Von W. Schleicher.0 Mit den Bildern S. 304, 305, 308 und 309.

Odhin.
Nach einer Originalzeichnung von Carl Gehrts.

Ein köstliches Leben in der schönsten Blüte der Jahre, voll glänzender Hoffnungen, schloß sich am 18. Juli vorigen Jahres, köstlich für alle, die den liebenswürdigen, bescheidenen Künstler persönlich oder aus seinen Werken gekannt haben, und die er so oft allem Erdenleid durch seine Kunst entrückt hatte.

Ein tragisches Geschick schnitt den Lebensfaden gerade in dem Augenblicke ab, wo das mit verzehrender Sehnsucht erhoffte Ziel gesichert schien. Die Kräfte reichten noch aus, die Hand nach dem dargebotenen Lorbeer auszustrecken, aber in dem Momente der Berührung sank sie leblos zurück.

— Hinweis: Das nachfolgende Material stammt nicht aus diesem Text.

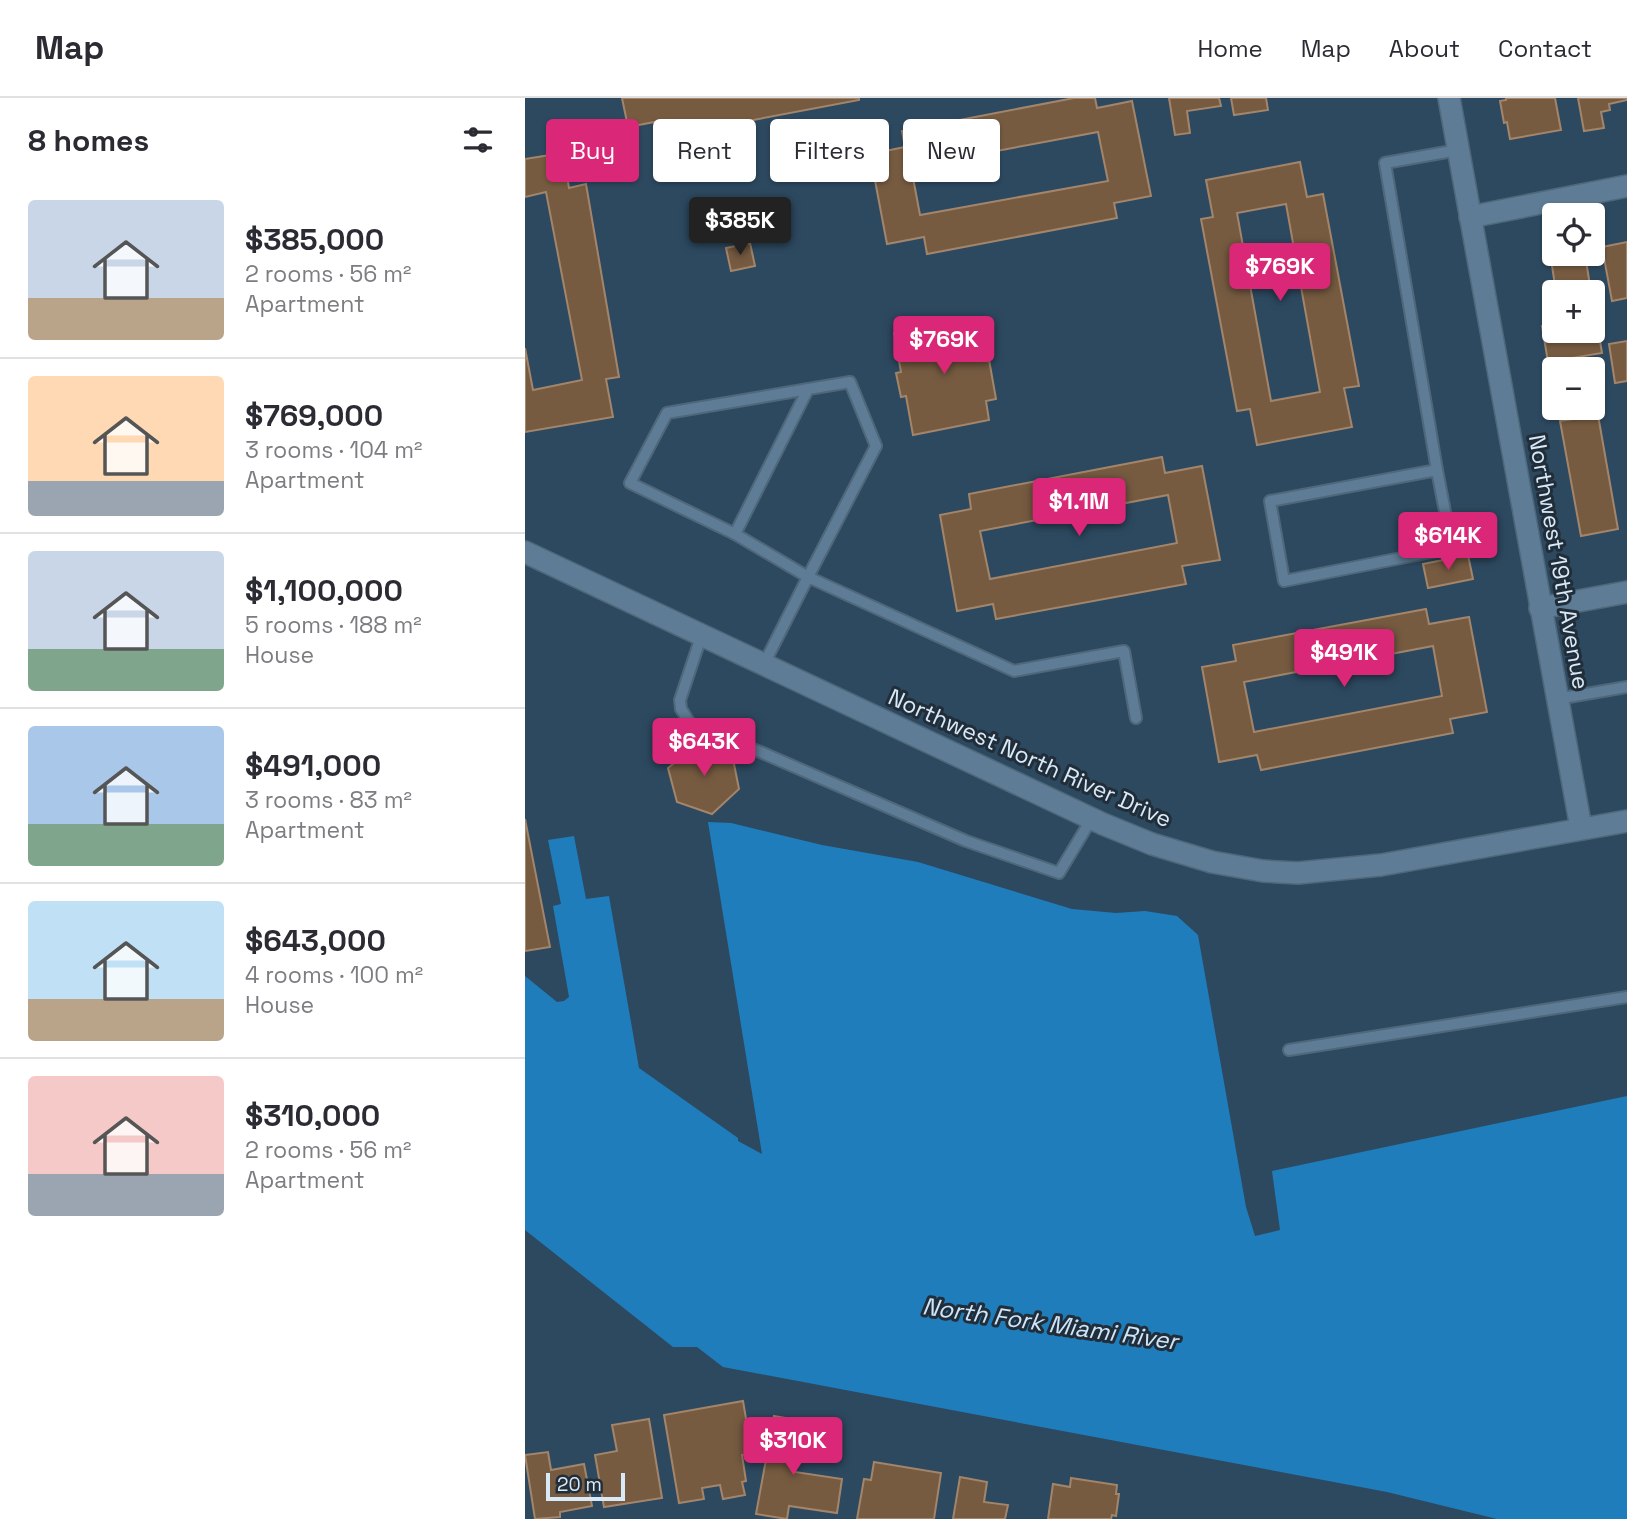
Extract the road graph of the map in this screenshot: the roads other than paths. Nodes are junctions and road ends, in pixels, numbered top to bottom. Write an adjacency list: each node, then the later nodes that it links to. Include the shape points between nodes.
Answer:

Carl Gehrts wurde den 11. Mai 1853 geboren. Die Eltern, beide tüchtige, gesunde Naturen, lebten in den allerkleinsten Verhältnissen in St. Pauli bei Hamburg. Der Vater, zuerst Anstreicher, malte nachher Oelgemälde von geringem Wert, mit denen die thätige und energische Mutter im Hafen hausierte. Auch der junge Carl malte bald mit, täglich zwei, später sogar vier Gemälde. Da er zugleich Talent zur Musik hatte, gab er für geringen Lohn Klavierunterricht und spielte Sonntag abends bis tief in die Nacht die Geige zum Tanz. Niemand dachte in der kleinen Vorstadtkneipe daran, daß der zarte, blonde Knabe mit den schönen leuchtenden Augen, der da oben zwischen den Musikanten saß, dereinst ein berühmter Mann werden würde. – So begann schon in frühester Jugend dies Leben anhaltender Arbeit ohne Rast und Ruhe. Zur Belohnung für seine ergiebige Thätigkeit durfte Carl abends, nachdem er den ganzen Tag gearbeitet hatte, die Kunstgewerbeschule besuchen, und hier war es, wo der Direktor Jessen, sein Talent erkennend, dafür sorgte, daß er durch Unterstützung wohlwollender Menschen, besonders auch des Herrn Arnold Otto Meyer, die Akademie in Weimar besuchen konnte. Wie Gehrts überglücklich hierhin im Jahre 1871 übersiedelte, Schüler Gussows und Baurs wurde, bei Preller im Hause verkehrte, anfangs sich der religiösen Malerei zuwandte, nachher mittelalterliche Scenen, Gnomen und Elfen malte, wie er Baur nach Düsseldorf folgte, hat er in seiner humoristischen Lebensbeschreibung, die in der Zeitschrift „Kunst für Alle“ erschien, selbst erzählt. In Düsseldorf fand er in einer seiner Schülerinnen seine Gattin; es war des Malers Köttgen talentvolle Tochter Anna, welche fortan ihre Kunst ganz seinem Dienste widmete und ihm eine bedeutende Gehilfin wurde. Ihr Heim richteten beide im romanischen Stile ein, den Gehrts besonders liebte und in welchem er auch später sein ländliches Wohnhaus bauen ließ.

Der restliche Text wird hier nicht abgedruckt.